Action item
Report back each line of the records that contains the string "inset".

Provided information
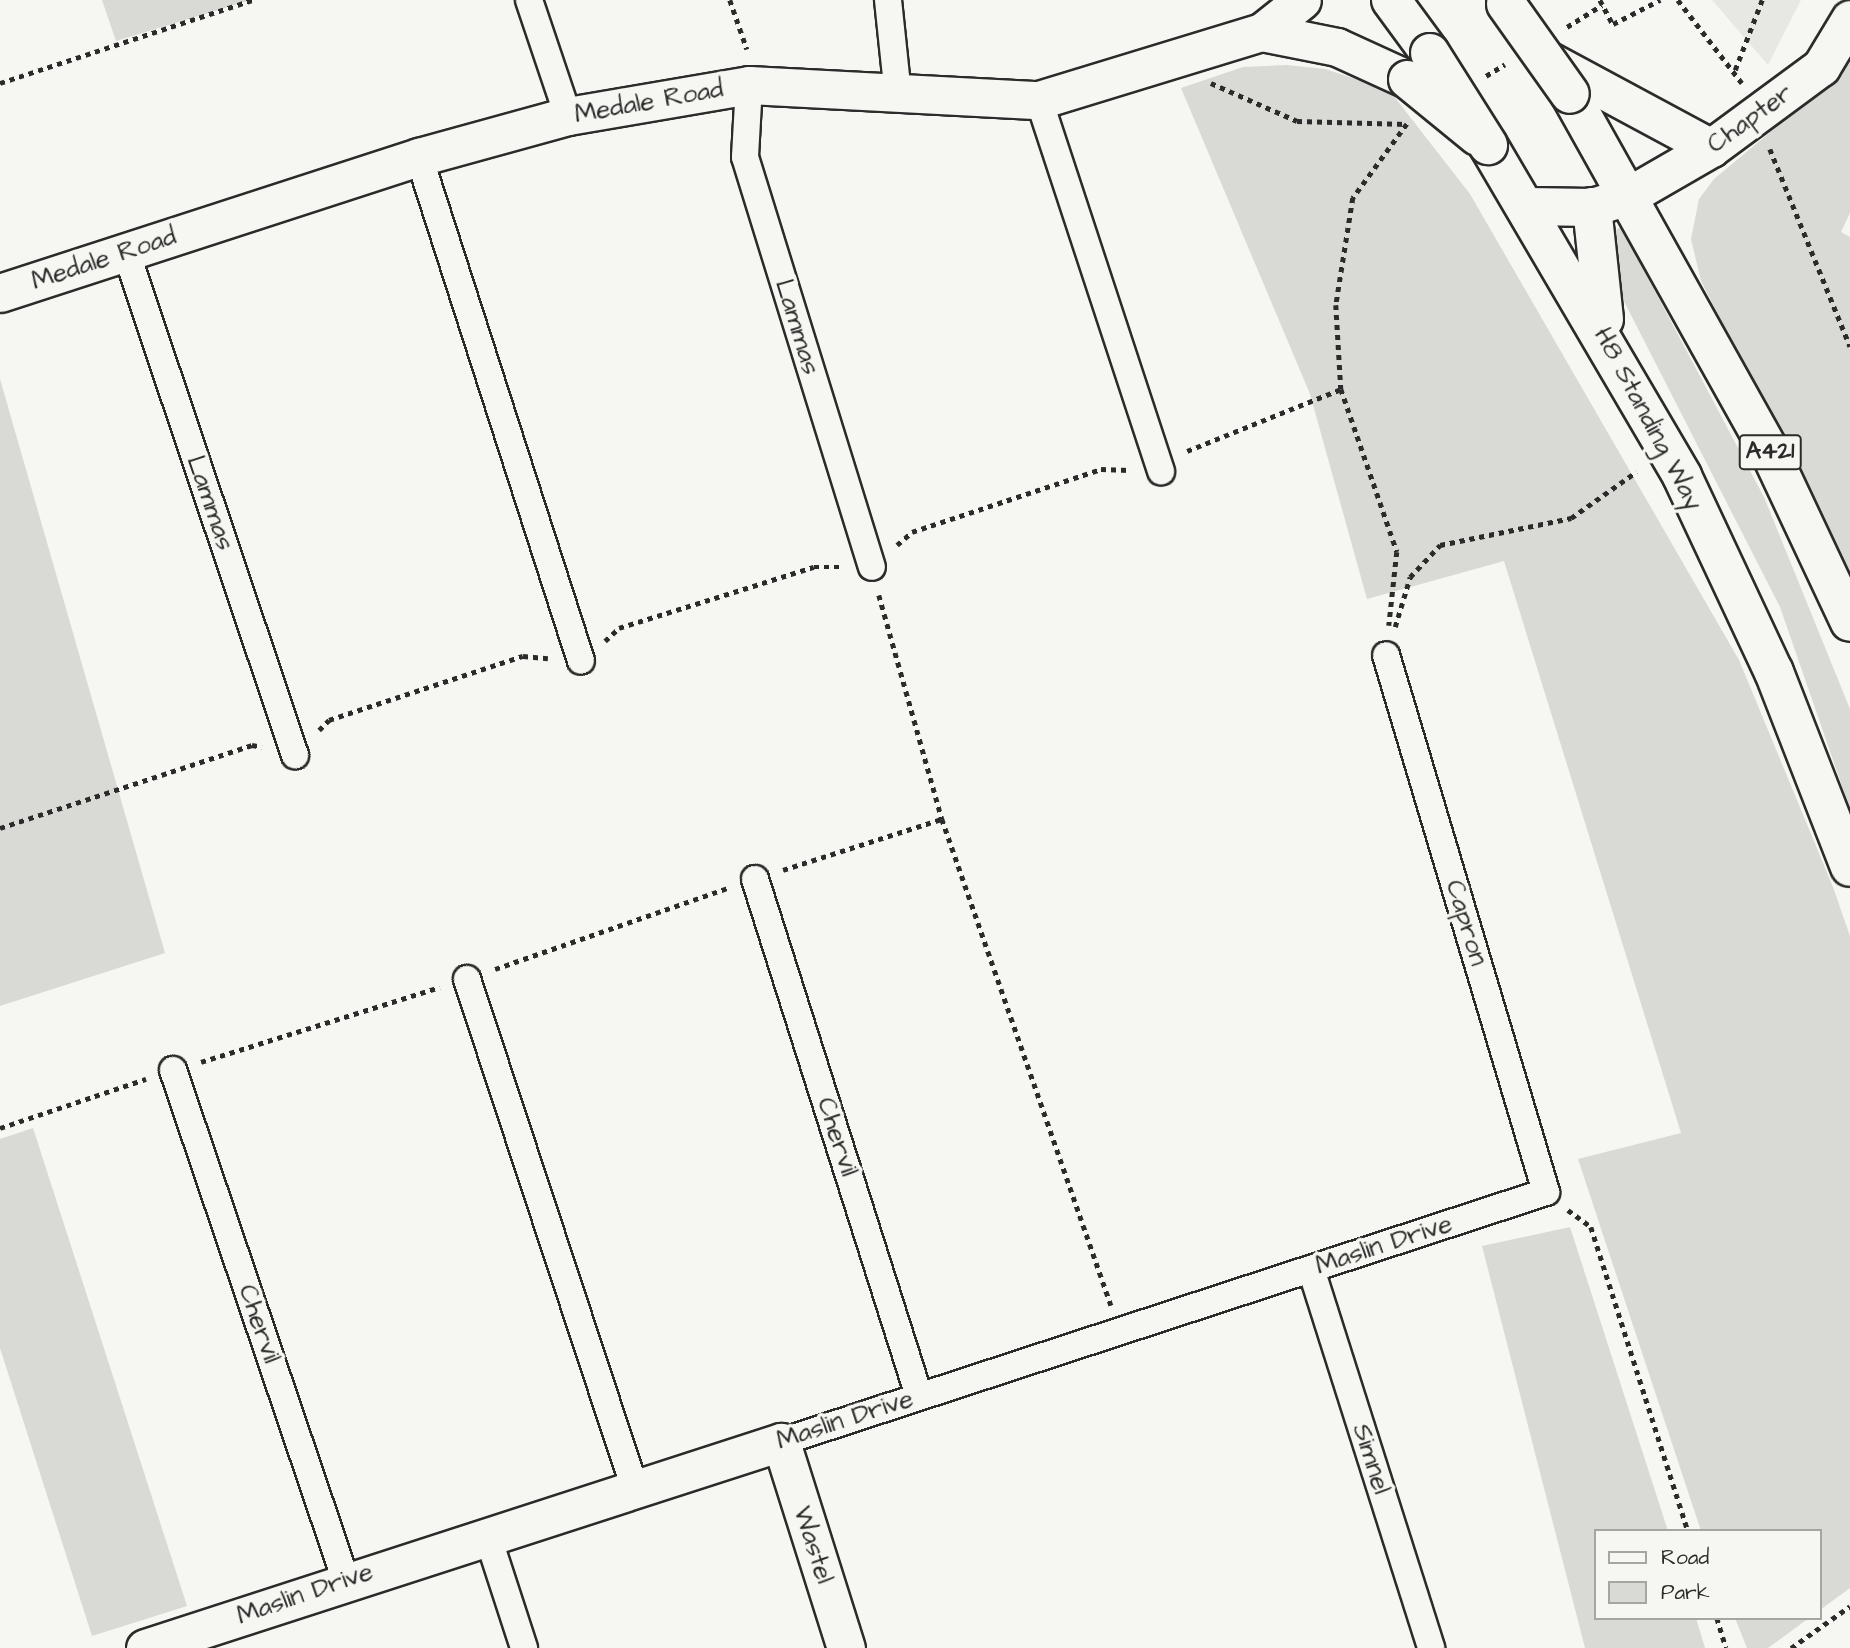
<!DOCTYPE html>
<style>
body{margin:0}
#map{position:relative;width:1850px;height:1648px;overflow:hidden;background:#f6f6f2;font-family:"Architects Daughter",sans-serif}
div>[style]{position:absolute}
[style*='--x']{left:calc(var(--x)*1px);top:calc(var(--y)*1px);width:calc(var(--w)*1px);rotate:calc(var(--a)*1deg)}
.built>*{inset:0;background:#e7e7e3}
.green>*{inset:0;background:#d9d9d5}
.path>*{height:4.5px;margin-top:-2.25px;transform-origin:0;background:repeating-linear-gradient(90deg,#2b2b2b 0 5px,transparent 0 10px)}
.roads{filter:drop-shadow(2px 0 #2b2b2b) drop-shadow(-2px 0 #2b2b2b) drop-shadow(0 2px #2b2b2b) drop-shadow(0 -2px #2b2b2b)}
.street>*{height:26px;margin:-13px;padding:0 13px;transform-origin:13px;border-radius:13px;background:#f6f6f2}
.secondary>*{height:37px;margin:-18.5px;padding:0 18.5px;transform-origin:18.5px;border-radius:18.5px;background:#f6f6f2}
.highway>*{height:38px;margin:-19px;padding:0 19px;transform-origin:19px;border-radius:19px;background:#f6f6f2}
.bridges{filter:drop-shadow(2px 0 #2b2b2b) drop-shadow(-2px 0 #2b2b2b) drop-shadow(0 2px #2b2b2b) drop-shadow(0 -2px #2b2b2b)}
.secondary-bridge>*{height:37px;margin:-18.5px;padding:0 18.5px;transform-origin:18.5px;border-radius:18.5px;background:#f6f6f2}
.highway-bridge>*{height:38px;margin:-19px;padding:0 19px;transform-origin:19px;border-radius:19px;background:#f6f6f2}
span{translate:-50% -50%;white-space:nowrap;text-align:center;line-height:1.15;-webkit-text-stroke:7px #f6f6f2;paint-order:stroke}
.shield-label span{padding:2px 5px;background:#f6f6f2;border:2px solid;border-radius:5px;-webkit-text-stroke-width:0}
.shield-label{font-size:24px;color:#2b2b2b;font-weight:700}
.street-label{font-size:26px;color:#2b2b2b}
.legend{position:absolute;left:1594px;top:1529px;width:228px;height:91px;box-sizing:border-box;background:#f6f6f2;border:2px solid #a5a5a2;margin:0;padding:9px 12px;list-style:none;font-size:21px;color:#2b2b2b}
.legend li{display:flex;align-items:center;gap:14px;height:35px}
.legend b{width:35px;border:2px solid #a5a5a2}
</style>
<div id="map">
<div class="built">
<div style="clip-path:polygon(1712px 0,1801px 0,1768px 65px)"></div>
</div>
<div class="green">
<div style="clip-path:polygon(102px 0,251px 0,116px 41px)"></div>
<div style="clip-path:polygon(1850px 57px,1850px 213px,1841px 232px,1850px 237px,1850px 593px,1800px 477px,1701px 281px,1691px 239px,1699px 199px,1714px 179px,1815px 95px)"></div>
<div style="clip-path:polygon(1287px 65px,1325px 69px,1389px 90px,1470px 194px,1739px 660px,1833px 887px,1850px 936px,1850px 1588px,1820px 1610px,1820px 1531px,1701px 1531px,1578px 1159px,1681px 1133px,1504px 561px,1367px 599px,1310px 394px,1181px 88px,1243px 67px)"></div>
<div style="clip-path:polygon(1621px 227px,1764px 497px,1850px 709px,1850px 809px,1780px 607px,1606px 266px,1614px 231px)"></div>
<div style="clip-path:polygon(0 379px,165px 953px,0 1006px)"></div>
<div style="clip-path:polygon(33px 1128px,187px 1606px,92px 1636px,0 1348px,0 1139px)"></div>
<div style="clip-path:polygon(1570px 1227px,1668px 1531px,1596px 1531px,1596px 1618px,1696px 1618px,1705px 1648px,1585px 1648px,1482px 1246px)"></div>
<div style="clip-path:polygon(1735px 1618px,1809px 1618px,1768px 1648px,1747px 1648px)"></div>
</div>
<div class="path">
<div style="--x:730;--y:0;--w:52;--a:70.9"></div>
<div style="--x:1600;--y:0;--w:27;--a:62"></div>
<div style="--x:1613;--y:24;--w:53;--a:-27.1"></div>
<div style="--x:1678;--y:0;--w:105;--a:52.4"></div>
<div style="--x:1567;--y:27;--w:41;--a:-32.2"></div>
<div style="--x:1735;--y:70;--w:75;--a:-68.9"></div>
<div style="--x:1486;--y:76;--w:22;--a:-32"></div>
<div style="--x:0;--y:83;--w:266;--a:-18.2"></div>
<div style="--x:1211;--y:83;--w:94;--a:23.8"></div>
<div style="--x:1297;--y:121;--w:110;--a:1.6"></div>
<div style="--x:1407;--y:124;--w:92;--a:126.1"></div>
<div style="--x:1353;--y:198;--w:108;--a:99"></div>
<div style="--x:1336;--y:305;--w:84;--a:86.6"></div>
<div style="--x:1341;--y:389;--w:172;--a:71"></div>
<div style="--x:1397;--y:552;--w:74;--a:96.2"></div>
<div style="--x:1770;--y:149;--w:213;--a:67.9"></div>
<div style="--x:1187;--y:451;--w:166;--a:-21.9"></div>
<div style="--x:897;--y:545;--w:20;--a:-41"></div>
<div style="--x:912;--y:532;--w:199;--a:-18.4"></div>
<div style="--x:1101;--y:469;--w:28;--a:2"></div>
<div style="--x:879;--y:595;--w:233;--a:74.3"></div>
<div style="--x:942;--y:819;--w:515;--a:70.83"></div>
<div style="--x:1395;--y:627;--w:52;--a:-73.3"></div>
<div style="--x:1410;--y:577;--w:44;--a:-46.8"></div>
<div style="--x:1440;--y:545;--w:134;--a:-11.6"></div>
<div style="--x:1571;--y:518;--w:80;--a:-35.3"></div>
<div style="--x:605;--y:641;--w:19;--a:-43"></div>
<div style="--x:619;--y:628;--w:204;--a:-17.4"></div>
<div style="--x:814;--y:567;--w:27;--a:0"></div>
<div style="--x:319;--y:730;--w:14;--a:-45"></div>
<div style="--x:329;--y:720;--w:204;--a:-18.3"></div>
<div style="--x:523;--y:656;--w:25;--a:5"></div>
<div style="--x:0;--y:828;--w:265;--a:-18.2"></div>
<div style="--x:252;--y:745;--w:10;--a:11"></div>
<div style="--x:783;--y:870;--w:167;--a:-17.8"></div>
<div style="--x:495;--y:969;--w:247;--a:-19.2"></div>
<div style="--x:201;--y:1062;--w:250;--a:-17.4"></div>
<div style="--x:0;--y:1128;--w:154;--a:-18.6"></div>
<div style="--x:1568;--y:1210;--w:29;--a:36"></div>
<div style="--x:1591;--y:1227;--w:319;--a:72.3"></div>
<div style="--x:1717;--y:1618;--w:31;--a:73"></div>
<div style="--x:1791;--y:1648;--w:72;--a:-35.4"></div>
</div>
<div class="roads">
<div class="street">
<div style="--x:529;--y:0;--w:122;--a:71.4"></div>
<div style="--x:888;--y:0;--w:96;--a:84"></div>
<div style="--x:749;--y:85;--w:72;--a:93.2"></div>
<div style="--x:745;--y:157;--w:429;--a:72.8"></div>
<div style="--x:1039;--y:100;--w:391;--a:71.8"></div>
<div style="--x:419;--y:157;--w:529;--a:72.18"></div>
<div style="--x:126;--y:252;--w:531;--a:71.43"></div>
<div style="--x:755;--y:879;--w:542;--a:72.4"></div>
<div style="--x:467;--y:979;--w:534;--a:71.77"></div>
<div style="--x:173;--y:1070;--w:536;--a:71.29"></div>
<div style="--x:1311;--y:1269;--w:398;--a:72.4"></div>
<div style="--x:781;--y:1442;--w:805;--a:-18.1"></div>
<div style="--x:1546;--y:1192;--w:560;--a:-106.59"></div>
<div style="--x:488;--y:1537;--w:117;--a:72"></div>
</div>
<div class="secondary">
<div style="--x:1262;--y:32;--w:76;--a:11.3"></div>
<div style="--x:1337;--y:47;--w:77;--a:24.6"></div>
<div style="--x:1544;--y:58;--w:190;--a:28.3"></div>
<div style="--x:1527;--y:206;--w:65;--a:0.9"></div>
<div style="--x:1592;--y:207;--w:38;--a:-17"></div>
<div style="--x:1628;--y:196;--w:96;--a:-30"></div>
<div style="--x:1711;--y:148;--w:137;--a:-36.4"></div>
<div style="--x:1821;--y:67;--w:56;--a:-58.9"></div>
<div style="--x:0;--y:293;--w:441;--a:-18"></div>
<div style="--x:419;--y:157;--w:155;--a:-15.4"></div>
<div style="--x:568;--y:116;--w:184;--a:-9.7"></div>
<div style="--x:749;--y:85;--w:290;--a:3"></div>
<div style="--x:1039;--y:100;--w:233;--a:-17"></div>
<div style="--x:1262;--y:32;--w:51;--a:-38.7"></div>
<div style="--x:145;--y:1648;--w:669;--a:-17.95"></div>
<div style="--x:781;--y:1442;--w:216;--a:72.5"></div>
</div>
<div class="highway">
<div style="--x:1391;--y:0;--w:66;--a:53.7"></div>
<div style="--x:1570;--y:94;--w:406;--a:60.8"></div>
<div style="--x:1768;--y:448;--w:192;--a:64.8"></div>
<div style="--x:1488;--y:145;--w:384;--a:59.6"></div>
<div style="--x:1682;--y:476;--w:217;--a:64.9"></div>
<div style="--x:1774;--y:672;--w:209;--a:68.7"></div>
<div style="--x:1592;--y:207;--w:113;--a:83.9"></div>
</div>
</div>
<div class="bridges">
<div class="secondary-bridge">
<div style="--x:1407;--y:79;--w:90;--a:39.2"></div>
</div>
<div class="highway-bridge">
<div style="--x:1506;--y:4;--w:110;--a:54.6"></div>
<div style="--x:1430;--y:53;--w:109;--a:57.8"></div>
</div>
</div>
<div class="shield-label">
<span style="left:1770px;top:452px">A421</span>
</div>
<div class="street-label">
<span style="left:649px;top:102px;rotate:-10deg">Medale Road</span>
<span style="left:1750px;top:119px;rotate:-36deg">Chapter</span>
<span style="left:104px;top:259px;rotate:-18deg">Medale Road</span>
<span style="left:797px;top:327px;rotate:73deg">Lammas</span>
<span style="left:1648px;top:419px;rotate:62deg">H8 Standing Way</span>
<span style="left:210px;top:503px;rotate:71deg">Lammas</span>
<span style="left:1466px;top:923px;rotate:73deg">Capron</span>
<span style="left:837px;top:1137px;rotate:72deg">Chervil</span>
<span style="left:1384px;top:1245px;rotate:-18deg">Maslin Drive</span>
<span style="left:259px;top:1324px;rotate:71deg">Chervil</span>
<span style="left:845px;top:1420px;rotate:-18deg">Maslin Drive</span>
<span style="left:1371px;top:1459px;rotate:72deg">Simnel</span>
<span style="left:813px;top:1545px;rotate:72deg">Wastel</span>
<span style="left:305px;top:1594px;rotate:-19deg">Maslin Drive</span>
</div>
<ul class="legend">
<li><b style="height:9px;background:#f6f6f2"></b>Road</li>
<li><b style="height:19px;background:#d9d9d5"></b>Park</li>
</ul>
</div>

Problem solution
.built>*{inset:0;background:#e7e7e3}
.green>*{inset:0;background:#d9d9d5}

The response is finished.